Malkia Klabu (“Queen Club”) is a loyalty program designed with and for young women (like this one from Shinyanga, who is on our Youth Advisory Board) to address multiple structural and psychological barriers to accessing sensitive health products. (Photo by Lauren Hunter)

As the school term ends in Tanzania, 18-year old Neema is looking forward to spending time with her boyfriend back home, though she worries he has been unfaithful while apart. She feels anxious whenever her mother gossips about the “bad” girls who were expelled from school for getting pregnant and who shamed their families. The stakes are high. She’d like to reconnect with her boyfriend in hopes of being together long-term, but also avoid pregnancy and protect herself from HIV. To feel safe and confident about her boyfriend’s intentions, she wants him to get tested for HIV. Neema feels the stirrings of independence and wants to take charge by seeking health services on her own, but she must tread carefully to avoid suspicion amongst her family and community.

At first glance, Neema should be able to easily get what she needs. She regularly visits drug shops that sell condoms and oral contraception while running errands. Yet she can’t get her hands on these products, learn about them, or trust that they’ll allow her to better control her future. Why? She’s surrounded by adults in her life who closely monitor and police her behavior—adults who, despite their best intentions, enforce social norms that censure contraceptive use through fear and misinformation. Whether feeling ashamed to ask for something behind the counter, getting quizzed about why she needs sensitive products, or being denied outright because she’s wearing a school uniform, the shops aren’t designed with Neema’s explicit and subtler needs in mind. This represents a missed opportunity to sell a product that could prevent yet another teenage pregnancy, school dropout, and descent into cyclical poverty.

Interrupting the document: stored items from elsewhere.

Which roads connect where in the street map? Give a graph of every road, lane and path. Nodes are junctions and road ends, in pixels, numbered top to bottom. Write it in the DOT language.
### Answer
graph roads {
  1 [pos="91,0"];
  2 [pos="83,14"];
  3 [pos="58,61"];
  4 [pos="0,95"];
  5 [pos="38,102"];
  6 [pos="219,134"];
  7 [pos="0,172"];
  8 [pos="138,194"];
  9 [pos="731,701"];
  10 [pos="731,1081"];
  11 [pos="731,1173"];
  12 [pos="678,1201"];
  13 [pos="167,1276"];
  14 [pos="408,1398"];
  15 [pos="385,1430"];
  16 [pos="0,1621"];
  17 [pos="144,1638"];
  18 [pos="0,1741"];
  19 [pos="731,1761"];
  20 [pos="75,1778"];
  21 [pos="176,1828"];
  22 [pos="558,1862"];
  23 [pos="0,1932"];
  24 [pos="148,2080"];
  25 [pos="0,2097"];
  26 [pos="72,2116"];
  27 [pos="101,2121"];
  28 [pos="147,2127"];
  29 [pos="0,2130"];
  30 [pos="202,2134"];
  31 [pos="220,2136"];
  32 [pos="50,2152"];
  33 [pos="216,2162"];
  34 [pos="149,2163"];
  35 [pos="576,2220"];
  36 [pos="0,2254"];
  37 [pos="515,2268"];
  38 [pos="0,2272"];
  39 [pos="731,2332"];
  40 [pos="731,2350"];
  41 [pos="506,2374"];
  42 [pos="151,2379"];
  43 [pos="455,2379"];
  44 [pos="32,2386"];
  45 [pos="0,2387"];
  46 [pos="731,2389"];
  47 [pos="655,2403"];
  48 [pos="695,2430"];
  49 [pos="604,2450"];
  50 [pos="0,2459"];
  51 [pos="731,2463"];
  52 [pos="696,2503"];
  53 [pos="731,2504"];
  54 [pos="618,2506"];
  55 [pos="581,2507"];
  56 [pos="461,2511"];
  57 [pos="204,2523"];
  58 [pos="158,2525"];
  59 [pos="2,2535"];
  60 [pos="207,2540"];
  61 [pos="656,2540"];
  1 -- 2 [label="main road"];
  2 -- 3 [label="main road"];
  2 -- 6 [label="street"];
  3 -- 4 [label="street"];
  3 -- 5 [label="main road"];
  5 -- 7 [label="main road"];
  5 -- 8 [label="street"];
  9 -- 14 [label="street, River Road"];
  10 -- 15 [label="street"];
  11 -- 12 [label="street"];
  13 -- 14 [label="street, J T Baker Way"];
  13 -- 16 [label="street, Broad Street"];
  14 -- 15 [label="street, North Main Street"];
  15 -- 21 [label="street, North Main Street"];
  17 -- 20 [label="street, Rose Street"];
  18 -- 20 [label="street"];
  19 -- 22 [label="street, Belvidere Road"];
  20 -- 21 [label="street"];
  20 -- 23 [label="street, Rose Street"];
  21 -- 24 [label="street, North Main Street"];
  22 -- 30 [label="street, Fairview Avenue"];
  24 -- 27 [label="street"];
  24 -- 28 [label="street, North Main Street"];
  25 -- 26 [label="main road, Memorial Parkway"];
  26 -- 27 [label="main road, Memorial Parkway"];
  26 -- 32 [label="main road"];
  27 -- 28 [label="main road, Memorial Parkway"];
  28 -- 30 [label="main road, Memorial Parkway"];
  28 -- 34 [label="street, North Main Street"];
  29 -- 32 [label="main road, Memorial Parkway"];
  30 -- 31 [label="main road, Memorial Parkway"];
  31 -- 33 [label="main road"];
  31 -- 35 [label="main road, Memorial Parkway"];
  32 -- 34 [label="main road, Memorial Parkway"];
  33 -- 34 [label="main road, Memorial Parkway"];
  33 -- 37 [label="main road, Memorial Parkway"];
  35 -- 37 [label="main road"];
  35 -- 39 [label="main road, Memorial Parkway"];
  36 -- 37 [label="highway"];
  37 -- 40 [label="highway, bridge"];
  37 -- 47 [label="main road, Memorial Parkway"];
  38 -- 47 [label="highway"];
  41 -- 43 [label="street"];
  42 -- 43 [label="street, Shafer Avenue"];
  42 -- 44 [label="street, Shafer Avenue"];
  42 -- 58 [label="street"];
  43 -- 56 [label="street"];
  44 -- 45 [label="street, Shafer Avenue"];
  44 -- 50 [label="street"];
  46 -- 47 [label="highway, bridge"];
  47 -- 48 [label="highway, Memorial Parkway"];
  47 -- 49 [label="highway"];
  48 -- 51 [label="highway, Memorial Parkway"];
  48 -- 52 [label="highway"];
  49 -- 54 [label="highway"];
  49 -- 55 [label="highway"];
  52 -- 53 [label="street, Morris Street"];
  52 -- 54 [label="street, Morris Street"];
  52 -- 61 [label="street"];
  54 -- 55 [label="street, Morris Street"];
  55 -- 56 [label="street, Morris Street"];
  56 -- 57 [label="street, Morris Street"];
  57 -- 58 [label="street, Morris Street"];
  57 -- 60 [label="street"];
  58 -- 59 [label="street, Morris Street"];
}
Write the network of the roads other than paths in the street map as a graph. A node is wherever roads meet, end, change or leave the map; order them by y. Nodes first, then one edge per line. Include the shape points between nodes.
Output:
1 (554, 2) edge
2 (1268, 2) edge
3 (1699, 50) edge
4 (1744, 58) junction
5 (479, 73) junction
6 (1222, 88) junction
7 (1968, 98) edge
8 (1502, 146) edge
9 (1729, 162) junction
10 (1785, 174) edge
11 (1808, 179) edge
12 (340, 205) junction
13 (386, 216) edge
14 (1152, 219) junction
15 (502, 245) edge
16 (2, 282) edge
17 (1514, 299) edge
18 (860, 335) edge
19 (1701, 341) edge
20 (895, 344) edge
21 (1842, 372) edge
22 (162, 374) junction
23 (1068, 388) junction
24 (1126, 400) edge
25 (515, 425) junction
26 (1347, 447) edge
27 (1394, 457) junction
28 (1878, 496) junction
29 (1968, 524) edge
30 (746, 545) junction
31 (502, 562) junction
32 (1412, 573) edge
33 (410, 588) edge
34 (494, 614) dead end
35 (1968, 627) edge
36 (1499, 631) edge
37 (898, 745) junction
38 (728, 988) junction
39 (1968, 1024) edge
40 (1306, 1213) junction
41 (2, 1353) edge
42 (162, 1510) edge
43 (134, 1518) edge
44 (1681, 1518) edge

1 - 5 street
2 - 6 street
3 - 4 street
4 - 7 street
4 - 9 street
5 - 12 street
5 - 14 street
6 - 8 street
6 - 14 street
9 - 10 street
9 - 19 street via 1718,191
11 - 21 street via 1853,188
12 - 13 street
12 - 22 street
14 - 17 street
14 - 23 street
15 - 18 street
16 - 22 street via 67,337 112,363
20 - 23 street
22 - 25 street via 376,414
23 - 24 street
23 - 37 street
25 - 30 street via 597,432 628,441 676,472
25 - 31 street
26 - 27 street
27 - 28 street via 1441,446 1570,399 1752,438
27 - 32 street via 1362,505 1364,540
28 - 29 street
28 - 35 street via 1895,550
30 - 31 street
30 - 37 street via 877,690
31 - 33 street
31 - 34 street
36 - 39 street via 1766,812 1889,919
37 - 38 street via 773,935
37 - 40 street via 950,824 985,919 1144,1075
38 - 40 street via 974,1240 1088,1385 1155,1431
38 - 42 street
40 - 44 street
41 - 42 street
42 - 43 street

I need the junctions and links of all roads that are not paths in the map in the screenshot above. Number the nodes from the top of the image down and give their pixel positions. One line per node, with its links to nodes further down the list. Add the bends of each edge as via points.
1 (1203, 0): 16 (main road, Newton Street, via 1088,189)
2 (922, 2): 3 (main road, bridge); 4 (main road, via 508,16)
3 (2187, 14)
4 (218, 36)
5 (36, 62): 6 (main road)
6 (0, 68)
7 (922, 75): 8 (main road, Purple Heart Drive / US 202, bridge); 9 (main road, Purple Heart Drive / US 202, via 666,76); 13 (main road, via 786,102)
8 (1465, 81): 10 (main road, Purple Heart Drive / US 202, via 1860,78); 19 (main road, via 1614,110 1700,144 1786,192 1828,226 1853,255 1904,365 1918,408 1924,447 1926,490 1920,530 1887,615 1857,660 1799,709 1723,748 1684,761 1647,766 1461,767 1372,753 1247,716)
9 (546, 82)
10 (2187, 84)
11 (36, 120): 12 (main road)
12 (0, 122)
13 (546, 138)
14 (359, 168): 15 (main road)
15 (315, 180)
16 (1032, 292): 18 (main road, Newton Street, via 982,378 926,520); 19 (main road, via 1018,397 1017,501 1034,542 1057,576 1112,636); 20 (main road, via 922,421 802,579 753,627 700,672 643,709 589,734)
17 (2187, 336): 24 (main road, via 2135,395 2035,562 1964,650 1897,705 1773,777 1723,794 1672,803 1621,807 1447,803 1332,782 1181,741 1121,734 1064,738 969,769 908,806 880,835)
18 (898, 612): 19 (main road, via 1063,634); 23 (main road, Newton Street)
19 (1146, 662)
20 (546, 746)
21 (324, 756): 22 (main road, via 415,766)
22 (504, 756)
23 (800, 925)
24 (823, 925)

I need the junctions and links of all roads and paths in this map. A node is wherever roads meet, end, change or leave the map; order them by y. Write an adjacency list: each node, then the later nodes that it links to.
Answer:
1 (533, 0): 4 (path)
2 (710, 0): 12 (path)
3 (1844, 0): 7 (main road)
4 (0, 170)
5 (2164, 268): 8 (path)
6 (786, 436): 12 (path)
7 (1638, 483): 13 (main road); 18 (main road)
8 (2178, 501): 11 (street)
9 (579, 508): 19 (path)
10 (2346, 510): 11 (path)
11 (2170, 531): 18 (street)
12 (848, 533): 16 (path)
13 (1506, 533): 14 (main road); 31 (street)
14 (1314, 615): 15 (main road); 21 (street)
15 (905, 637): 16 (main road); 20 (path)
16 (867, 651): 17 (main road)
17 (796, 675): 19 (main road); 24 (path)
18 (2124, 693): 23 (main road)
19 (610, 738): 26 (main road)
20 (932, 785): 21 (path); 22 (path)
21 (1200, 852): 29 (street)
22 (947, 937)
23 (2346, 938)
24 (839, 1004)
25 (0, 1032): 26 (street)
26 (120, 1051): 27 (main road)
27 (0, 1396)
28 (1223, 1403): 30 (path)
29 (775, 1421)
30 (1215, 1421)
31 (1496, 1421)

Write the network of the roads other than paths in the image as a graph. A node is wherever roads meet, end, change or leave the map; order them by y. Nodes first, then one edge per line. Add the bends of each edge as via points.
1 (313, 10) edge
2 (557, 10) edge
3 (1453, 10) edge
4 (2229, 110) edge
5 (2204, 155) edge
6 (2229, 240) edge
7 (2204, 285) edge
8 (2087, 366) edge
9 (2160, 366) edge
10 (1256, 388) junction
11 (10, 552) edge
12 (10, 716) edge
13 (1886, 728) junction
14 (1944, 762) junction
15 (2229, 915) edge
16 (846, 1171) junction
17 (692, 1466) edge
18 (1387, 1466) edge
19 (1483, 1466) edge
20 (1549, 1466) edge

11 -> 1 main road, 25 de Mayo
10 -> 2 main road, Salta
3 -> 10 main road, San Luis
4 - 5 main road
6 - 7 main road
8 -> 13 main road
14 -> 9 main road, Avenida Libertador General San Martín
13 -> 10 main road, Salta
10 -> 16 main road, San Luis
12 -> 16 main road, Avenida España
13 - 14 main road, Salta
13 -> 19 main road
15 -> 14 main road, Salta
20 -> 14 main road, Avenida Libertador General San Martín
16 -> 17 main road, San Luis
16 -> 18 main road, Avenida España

This isn’t unusual. Many public health innovations lack pathways to reach vulnerable customer bases, even with significant last-mile efforts. Polio vaccine teams, for example, often can’t reach the most physically and politically isolated communities harboring polio transmission. Business-as-usual is unlikely to solve such market failures. Even efforts to innovate for the “base of the pyramid” typically focus on lower-cost alternatives or improving distribution; they rarely address the larger contextual forces that keep products out of reach for customers like Neema. Previously, we’ve written about how patient-centered approaches can help overcome behavioral gaps in the last mile, but the challenge facing Neema exceeds what innovators can optimize with a patient focus alone. She has the desire, intention, and access (at face value) to get what she needs, but the distribution system, as designed, doesn’t allow her to act.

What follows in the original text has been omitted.